Problem description>
When a line of the records contains "const", copy it.

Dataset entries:
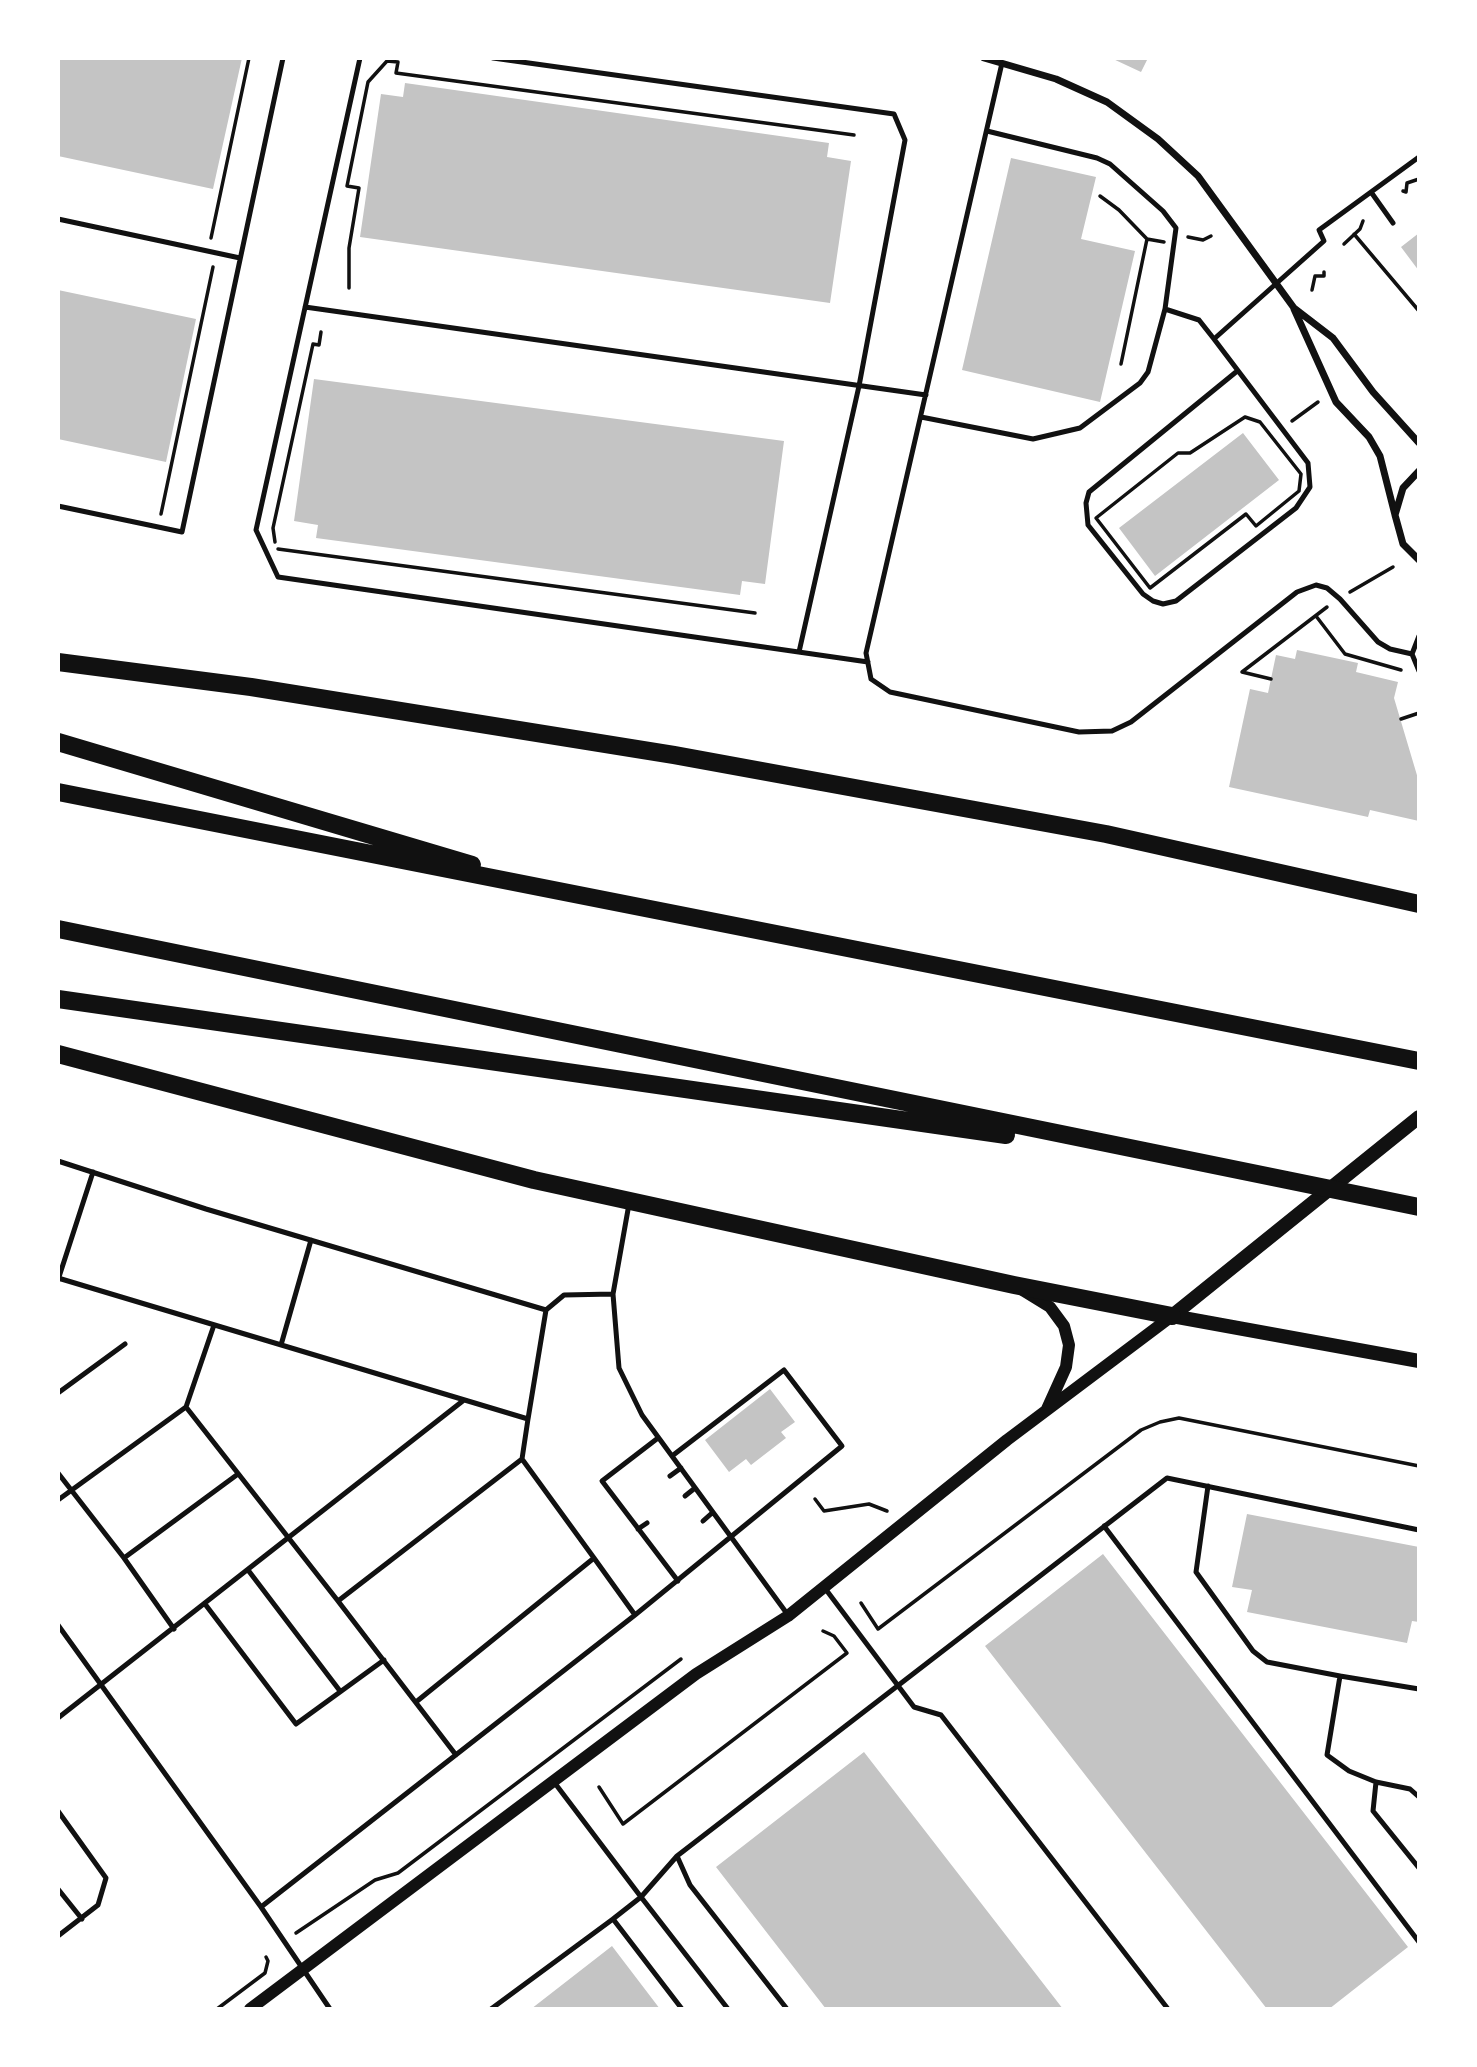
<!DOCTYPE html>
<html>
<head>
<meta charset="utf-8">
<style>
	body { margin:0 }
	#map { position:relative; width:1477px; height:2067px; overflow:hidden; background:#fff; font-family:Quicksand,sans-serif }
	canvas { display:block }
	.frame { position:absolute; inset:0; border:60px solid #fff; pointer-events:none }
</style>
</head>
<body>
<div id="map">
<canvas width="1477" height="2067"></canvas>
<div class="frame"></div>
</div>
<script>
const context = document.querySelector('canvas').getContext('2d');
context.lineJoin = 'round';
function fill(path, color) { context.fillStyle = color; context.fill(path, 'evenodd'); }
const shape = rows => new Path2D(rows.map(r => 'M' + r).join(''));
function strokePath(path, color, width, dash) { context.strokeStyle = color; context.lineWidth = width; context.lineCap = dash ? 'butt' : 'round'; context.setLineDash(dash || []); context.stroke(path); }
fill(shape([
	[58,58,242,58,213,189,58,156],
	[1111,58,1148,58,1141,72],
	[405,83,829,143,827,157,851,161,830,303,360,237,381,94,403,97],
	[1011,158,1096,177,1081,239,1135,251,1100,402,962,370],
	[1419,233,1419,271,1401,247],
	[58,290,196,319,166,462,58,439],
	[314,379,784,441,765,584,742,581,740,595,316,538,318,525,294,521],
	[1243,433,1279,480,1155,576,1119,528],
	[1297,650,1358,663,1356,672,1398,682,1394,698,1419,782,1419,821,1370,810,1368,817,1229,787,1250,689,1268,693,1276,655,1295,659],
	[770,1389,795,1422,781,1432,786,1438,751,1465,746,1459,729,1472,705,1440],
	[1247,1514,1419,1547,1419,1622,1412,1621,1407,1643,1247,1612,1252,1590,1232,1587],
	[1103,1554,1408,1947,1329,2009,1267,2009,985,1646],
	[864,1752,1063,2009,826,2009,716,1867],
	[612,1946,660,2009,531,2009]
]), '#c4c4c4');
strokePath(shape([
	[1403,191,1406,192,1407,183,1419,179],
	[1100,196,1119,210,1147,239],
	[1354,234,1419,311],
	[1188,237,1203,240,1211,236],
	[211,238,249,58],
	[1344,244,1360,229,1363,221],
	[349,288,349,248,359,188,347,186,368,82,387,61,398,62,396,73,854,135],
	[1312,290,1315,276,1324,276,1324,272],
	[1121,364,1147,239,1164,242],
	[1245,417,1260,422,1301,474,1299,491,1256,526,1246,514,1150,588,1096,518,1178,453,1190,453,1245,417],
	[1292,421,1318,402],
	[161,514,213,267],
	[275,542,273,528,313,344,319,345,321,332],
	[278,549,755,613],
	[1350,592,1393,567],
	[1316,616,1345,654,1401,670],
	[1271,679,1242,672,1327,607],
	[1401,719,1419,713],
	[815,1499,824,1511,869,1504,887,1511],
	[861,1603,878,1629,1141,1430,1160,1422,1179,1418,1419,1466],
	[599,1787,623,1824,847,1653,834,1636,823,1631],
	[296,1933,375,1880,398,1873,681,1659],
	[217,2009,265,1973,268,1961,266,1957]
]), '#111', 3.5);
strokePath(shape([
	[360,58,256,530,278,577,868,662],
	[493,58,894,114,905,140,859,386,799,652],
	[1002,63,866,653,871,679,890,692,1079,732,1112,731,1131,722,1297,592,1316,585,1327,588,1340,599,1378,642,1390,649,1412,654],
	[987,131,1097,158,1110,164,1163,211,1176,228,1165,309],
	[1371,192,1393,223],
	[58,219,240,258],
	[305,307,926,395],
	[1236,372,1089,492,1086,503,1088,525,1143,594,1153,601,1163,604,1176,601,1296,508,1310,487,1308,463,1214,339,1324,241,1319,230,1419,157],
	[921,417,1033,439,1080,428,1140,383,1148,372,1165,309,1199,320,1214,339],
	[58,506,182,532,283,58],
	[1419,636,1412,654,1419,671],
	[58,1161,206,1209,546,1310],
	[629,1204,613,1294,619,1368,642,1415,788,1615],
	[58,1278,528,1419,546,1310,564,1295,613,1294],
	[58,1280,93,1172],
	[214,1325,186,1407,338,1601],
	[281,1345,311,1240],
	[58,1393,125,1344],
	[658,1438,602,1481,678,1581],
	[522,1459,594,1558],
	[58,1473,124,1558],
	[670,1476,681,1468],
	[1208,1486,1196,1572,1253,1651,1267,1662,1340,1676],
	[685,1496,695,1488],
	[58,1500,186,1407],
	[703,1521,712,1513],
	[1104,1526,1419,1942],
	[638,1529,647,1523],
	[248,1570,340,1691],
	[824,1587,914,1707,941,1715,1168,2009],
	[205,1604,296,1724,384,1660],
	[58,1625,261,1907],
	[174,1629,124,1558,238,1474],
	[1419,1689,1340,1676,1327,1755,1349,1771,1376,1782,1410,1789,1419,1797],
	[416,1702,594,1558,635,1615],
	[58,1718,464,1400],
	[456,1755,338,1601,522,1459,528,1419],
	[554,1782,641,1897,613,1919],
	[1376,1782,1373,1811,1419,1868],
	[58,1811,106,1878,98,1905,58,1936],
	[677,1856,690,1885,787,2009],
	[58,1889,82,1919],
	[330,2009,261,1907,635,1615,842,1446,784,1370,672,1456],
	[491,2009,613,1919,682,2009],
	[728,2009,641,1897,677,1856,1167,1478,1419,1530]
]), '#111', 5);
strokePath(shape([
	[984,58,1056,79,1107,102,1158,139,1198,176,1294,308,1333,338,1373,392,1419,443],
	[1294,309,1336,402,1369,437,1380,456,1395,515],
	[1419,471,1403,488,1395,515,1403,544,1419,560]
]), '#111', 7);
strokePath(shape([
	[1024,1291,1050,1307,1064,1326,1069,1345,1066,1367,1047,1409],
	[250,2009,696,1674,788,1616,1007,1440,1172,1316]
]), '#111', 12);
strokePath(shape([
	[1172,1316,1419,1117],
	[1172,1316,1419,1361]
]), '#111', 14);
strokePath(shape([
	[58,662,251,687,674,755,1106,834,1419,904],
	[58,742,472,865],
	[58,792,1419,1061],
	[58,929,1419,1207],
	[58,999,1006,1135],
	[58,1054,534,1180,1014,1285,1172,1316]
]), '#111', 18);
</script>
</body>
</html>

Task output>
const context = document.querySelector('canvas').getContext('2d');
const shape = rows => new Path2D(rows.map(r => 'M' + r).join(''));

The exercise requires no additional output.